**Problem to solve**
After reading each line of the entries, give the number of lines that contain "八戸環状線" and nothing else.

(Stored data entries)

╔══

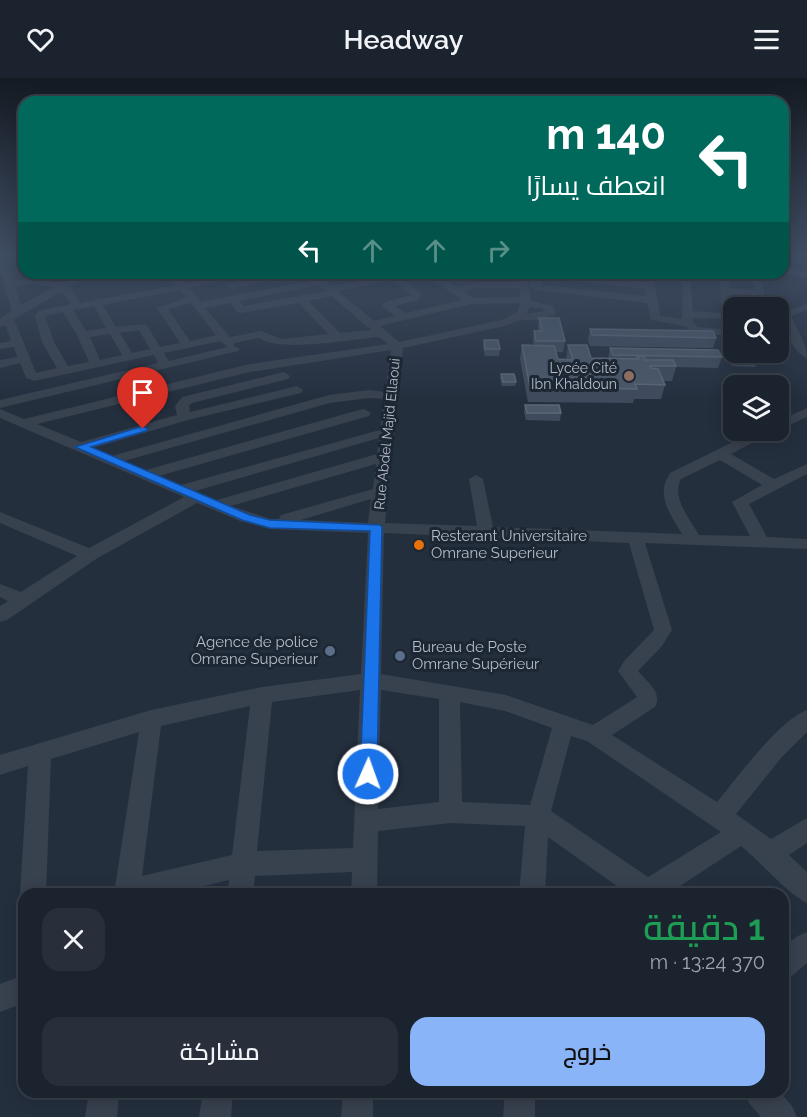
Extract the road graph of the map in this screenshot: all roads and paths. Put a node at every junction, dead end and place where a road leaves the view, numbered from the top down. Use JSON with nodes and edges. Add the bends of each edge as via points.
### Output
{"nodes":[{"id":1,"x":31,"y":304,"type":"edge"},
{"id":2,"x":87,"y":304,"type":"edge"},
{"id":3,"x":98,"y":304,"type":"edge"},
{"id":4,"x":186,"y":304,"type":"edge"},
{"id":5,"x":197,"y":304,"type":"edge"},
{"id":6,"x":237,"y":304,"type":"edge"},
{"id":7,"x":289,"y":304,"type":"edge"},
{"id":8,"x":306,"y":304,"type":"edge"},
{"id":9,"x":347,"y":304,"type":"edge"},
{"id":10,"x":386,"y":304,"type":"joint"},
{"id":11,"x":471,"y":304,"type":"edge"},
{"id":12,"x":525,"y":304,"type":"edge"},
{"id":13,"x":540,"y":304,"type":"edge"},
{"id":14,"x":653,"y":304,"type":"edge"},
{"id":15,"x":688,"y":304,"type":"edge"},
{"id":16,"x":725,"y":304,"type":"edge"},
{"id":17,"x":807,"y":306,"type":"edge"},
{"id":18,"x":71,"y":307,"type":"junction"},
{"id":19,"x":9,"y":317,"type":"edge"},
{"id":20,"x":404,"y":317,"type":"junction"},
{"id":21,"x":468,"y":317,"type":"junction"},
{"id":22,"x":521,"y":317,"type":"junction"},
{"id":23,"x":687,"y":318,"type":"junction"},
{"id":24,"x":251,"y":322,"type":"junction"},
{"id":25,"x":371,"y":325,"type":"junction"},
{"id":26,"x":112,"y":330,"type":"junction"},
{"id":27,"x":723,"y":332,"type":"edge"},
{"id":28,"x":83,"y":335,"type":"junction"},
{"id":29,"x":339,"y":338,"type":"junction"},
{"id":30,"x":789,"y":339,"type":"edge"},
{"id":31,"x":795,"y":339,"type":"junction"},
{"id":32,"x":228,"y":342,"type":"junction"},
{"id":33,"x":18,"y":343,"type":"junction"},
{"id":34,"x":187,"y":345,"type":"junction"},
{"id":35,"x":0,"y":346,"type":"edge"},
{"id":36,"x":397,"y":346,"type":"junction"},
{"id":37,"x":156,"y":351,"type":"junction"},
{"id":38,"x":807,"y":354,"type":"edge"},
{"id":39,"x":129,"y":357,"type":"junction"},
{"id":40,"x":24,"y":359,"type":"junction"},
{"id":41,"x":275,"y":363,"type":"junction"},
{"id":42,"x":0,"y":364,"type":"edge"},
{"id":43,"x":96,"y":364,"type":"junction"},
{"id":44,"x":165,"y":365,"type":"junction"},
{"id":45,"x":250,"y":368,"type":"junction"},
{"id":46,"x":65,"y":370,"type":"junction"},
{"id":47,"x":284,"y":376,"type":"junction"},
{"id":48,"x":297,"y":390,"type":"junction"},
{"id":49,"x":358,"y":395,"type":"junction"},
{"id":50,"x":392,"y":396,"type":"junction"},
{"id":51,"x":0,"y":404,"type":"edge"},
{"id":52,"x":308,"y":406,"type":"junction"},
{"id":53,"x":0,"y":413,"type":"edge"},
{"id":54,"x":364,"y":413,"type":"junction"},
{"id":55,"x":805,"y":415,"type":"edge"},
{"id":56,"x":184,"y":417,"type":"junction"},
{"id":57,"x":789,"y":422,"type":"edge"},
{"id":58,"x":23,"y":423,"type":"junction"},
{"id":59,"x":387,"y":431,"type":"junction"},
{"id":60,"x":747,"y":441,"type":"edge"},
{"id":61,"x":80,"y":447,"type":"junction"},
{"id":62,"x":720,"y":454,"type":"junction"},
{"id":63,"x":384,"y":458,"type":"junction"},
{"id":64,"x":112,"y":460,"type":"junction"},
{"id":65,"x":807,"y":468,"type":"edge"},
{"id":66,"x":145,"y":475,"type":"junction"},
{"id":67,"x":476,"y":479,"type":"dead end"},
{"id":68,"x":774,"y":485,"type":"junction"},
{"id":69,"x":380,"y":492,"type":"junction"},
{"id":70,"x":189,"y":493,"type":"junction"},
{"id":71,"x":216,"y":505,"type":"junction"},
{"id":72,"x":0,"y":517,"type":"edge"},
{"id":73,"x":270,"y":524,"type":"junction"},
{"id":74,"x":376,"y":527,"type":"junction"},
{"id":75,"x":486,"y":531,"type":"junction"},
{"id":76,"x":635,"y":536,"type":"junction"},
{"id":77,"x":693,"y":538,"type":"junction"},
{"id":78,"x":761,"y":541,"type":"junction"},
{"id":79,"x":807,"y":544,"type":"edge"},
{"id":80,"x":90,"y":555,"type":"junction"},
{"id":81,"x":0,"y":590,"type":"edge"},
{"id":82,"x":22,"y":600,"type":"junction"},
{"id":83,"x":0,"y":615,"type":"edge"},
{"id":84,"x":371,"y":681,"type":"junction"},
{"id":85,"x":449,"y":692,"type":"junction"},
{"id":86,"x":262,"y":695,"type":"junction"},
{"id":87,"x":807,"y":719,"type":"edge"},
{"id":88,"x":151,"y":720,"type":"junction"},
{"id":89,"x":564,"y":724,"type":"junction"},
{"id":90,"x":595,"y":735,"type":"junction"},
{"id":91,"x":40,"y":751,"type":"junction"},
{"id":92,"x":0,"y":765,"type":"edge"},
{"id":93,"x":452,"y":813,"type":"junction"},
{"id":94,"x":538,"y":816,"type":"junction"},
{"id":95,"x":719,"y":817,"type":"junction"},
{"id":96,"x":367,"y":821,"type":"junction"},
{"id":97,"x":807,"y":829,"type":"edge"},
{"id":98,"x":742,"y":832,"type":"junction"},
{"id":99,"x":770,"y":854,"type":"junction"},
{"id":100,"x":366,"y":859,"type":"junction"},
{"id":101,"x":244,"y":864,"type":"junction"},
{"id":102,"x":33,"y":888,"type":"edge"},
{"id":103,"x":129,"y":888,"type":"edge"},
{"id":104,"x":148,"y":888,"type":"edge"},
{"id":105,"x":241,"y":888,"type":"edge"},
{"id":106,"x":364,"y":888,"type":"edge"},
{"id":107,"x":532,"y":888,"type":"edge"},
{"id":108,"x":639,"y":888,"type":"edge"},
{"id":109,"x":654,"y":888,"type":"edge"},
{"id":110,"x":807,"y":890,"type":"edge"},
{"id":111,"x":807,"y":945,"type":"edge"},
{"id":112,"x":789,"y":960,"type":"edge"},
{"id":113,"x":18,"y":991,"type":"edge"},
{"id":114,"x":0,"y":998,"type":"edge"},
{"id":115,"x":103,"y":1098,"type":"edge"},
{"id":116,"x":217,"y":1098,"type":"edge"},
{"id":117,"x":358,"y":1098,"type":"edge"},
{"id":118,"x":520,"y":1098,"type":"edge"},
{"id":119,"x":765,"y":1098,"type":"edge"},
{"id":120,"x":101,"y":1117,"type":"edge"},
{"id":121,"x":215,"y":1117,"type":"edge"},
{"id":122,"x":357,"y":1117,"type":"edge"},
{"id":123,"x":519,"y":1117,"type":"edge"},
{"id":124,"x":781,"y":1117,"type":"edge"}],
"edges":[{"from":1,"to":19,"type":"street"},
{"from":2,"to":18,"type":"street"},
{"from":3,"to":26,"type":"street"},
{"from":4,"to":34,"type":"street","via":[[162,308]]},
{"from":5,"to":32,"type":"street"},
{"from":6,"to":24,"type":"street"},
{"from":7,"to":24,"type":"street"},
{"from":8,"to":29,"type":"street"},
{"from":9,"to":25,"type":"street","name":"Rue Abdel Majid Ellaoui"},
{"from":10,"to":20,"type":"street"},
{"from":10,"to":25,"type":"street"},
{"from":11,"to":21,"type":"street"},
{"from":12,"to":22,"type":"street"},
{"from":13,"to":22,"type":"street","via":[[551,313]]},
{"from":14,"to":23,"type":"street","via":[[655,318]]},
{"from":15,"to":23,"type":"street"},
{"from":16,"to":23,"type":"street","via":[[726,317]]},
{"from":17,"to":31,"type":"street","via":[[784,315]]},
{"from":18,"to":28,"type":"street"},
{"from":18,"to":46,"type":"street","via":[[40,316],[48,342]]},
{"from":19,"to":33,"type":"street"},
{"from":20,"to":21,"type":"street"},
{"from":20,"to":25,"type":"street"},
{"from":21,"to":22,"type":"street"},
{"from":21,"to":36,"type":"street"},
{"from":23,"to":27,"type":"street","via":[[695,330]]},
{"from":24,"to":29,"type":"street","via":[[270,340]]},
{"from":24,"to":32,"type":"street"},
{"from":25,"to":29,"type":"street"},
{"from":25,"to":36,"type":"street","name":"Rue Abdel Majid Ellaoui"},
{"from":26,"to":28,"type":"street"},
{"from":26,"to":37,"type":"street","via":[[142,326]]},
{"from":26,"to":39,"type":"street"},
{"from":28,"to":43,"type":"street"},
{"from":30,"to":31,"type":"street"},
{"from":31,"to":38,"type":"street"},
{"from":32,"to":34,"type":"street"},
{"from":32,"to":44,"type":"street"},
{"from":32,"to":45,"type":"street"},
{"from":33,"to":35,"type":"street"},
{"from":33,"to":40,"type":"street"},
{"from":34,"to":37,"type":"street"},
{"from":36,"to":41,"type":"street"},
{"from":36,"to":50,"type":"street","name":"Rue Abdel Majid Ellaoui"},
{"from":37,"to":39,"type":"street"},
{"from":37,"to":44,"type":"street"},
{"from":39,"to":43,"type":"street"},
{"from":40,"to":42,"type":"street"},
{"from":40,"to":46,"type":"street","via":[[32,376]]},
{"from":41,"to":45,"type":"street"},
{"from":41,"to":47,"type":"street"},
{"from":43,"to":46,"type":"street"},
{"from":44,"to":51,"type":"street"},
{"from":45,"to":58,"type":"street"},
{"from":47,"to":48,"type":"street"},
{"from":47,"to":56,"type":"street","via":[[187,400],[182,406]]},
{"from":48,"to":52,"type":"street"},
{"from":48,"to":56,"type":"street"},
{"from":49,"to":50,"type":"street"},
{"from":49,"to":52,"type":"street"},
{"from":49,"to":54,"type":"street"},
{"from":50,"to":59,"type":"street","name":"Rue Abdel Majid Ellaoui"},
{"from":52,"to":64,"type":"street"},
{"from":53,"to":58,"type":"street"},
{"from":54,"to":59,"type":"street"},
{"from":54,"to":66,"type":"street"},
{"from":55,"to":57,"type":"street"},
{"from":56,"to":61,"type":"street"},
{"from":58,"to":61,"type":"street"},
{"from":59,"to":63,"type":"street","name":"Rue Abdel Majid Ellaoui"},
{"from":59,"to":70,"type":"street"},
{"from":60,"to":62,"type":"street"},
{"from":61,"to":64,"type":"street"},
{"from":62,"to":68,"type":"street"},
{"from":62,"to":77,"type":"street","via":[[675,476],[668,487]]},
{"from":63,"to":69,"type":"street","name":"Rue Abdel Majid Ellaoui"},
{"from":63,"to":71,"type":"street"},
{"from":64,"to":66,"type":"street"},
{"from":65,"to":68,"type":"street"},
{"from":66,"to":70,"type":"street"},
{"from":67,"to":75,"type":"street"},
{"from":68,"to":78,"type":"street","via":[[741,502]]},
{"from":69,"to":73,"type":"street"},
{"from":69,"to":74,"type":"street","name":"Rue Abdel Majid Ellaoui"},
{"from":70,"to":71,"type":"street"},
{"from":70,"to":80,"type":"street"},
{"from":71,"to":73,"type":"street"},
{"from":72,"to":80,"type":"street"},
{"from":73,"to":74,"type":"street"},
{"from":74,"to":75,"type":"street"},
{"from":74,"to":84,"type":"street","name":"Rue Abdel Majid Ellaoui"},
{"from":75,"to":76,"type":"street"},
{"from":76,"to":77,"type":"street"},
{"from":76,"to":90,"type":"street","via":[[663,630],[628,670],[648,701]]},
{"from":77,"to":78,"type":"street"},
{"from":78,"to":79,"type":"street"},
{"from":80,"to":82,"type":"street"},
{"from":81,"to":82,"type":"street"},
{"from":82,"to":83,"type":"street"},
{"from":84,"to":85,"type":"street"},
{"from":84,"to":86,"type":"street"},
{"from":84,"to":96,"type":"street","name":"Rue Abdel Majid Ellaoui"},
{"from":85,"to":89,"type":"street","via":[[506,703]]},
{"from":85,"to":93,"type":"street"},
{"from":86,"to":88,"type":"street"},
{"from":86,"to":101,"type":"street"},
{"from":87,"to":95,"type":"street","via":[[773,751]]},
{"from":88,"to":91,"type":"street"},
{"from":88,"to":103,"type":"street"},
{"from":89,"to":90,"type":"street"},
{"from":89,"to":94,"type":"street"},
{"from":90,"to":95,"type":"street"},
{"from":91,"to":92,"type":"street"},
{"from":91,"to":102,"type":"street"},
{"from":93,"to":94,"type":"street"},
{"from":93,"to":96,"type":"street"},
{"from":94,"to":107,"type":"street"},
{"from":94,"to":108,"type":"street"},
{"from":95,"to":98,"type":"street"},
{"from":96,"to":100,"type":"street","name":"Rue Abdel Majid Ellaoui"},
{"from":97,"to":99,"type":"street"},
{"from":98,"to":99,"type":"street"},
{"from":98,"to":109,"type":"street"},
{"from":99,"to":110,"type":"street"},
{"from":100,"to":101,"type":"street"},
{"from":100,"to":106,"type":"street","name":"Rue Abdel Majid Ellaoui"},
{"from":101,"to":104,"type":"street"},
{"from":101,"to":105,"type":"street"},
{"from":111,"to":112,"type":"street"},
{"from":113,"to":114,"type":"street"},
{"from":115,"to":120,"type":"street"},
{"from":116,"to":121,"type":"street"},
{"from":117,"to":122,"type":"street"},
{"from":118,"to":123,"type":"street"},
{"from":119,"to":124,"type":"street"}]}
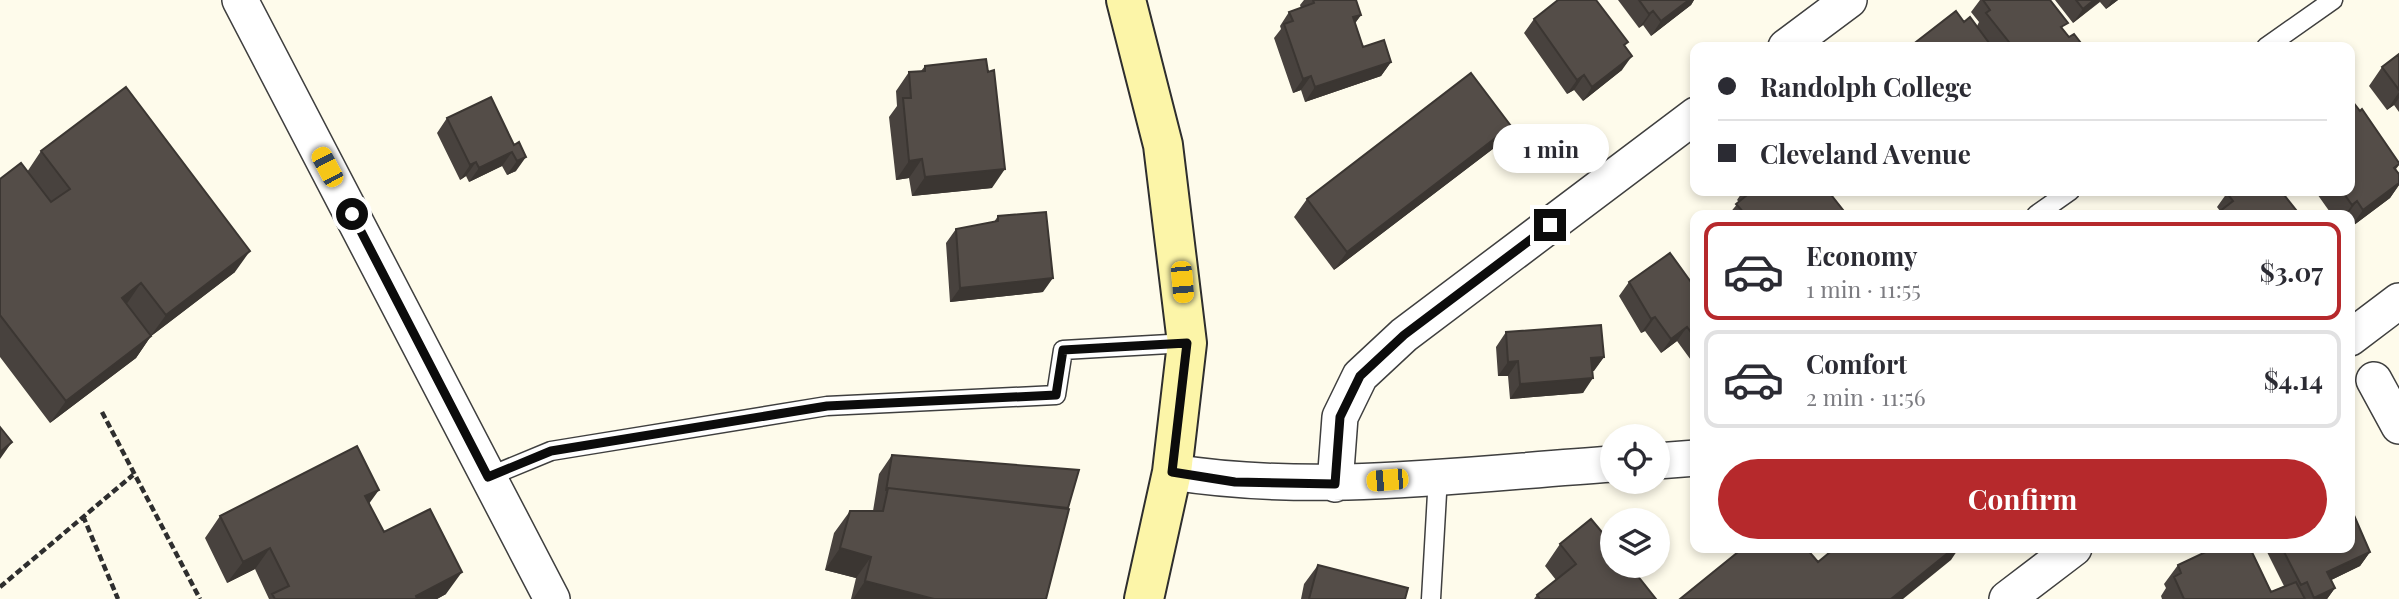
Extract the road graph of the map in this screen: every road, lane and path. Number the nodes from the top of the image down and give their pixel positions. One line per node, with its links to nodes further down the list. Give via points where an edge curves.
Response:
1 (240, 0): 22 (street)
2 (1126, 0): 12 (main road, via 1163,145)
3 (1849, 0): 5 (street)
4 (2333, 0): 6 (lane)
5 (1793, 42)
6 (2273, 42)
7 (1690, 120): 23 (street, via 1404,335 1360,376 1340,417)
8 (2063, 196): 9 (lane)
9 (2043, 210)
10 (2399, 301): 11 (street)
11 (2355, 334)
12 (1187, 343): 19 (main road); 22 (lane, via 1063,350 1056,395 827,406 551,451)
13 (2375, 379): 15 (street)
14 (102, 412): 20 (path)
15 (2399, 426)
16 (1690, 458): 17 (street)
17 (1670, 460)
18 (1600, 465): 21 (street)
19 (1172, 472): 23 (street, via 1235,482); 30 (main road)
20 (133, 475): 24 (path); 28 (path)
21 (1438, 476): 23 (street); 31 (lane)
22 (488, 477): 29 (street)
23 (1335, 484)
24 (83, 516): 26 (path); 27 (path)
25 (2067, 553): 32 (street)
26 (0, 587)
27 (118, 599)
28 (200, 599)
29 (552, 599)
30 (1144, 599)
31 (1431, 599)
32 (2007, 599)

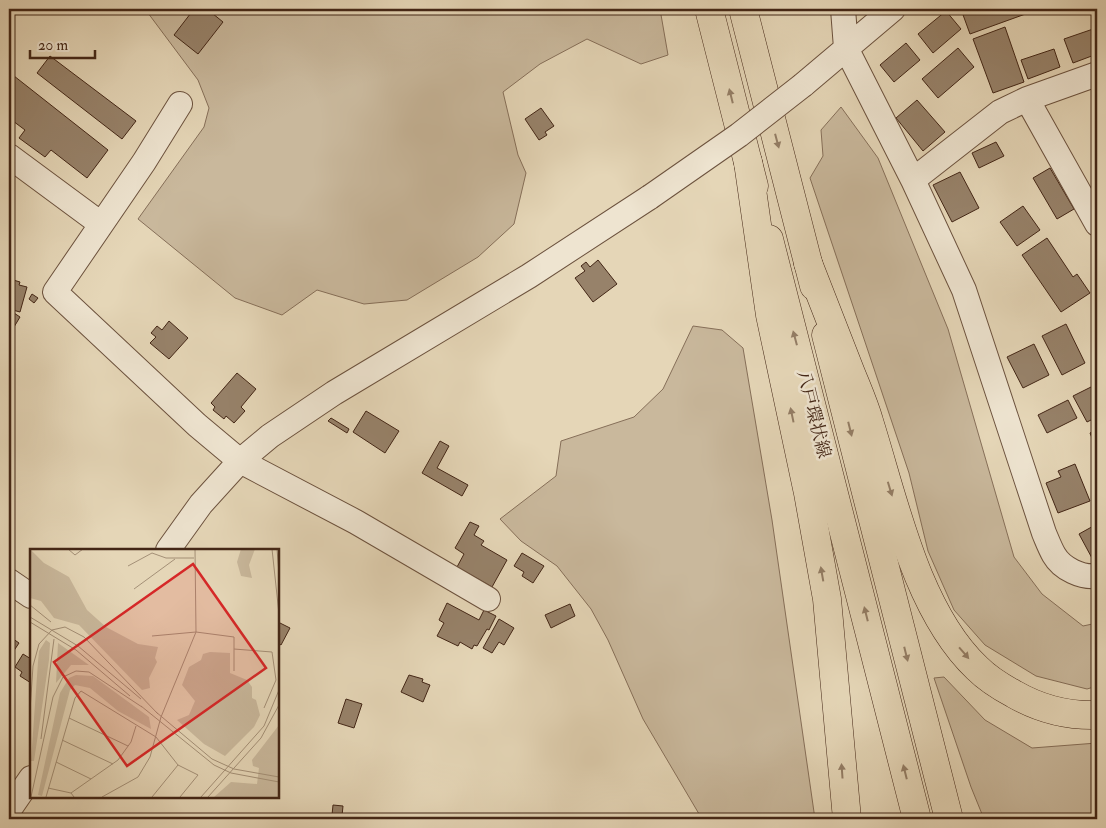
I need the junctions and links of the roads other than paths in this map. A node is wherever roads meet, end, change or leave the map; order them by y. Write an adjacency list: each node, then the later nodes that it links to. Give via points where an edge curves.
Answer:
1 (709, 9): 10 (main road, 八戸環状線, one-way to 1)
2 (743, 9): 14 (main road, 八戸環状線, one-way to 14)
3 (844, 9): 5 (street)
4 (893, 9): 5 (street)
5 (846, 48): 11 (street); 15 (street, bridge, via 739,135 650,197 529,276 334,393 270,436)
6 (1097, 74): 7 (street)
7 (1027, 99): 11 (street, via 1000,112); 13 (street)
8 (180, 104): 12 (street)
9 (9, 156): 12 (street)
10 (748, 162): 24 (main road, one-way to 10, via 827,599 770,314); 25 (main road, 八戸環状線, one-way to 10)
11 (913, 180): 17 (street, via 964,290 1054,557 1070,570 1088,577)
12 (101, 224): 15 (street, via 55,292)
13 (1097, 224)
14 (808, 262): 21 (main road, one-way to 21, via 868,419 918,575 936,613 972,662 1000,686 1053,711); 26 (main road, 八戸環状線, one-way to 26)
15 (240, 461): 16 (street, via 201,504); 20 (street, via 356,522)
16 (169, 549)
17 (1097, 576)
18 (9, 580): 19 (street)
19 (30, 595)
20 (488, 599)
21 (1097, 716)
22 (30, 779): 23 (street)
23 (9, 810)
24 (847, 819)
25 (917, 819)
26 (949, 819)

╚══

**Exercise answer**
4